Fusion GPS, a firm founded by former national journalists, has become a repeated flashpoint in the Donald Trump/Russia controversies.
The firm’s own involvement in the “Russia story” has become a focal point of debate. Fusion GPS was behind the infamous “dossier” of unverified and scandalous Trump allegations peddled by a British spy. More recently, a spokesman for the president’s legal team accused the firm of being associated with the Russian lawyer who held a controversial meeting with Donald Trump Jr. The lawyer implied that Trump Jr. was set up, although Fusion GPS says it didn’t know about the meeting.
The president’s son says he thought the lawyer, Natalia Veselnitskaya, was going to provide the Trump campaign with information damaging to Hillary Clinton, but instead she focused on the Magnitsky Act, which slaps Russians with sanctions for human rights abuse and deals with Russian adoption issues.
Who’s behind Fusion GPS? One top senator wants the firm to register as a foreign agent, for Russia, and the firm is expected to be under the microscope at a July 19 Senate Judiciary Committee hearing on that question. The firm denies needing to register.
On the right, the firm has become fodder for those seeking to counter criticism of Donald Trump and his son over Russia.

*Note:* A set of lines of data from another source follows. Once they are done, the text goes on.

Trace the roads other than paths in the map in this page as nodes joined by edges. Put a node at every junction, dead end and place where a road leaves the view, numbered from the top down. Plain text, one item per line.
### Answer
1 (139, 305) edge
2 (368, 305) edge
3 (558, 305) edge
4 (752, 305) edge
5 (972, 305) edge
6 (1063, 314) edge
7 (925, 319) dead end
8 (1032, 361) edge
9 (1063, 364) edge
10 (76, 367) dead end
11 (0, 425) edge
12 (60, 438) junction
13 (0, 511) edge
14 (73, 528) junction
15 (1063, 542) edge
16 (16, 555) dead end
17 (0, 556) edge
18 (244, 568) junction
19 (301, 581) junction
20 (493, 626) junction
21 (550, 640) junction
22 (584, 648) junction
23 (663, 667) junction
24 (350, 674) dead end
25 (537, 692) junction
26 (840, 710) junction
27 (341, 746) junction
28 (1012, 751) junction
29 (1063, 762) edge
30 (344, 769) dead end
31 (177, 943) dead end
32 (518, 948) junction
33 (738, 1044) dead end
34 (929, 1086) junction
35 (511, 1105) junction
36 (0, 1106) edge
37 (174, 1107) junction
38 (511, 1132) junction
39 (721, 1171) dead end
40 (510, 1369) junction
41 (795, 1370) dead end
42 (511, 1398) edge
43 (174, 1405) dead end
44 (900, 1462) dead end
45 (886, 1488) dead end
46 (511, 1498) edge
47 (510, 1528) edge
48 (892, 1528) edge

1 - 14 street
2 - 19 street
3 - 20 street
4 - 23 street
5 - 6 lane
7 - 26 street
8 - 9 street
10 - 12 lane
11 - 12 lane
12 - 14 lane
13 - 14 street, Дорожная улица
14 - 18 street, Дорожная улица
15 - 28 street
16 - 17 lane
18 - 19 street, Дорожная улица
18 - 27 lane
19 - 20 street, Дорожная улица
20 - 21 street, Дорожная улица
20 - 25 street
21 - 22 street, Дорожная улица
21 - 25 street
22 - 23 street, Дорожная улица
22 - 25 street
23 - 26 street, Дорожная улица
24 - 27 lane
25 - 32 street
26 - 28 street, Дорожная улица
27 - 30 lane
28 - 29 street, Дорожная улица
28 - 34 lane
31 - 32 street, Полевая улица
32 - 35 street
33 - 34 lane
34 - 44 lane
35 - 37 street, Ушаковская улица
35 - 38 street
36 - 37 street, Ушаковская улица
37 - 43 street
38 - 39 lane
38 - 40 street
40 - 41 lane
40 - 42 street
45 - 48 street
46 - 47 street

Here’s what you need to know:
1. The Firm Was Founded by Former Investigative Journalists for the Wall Street Journal
The founders of Fusion GPS cut their research teeth in investigative journalism for prominent American and British publications.
A Vanity Fair story on the Christopher Steele dossier reports that Fusion GPS was founded by Glenn Simpson, a former investigative reporter with The Wall Street Journal known for his “tenacity, meticulousness, cynicism…obsession with operational secrecy.”
The article reports that Simpson left journalism after nearly “14 years doing political and financial investigations” at the Journal and, in 2011, “along with two other former Journal reporters, launched Fusion GPS, in Washington, D.C.”
Simpson also started a company called SNS Global with Journal colleague Sue Schmidt, a Pulitzer Prize winner for her Washington Post stories into Republican lobbyist Jack Abramoff, according to The Hill.
The Hill reported that, while at The Wall Street Journal for just over 13 years, Simpson focused on financial investigations: “He investigated ties between Riggs Bank and dictators like Augusto Pinochet of Chile and accounting fraud at failed insurance giant AIG. His work also helped the Journal win several libel cases brought in European court by groups suspected of financing Islamic terrorism.”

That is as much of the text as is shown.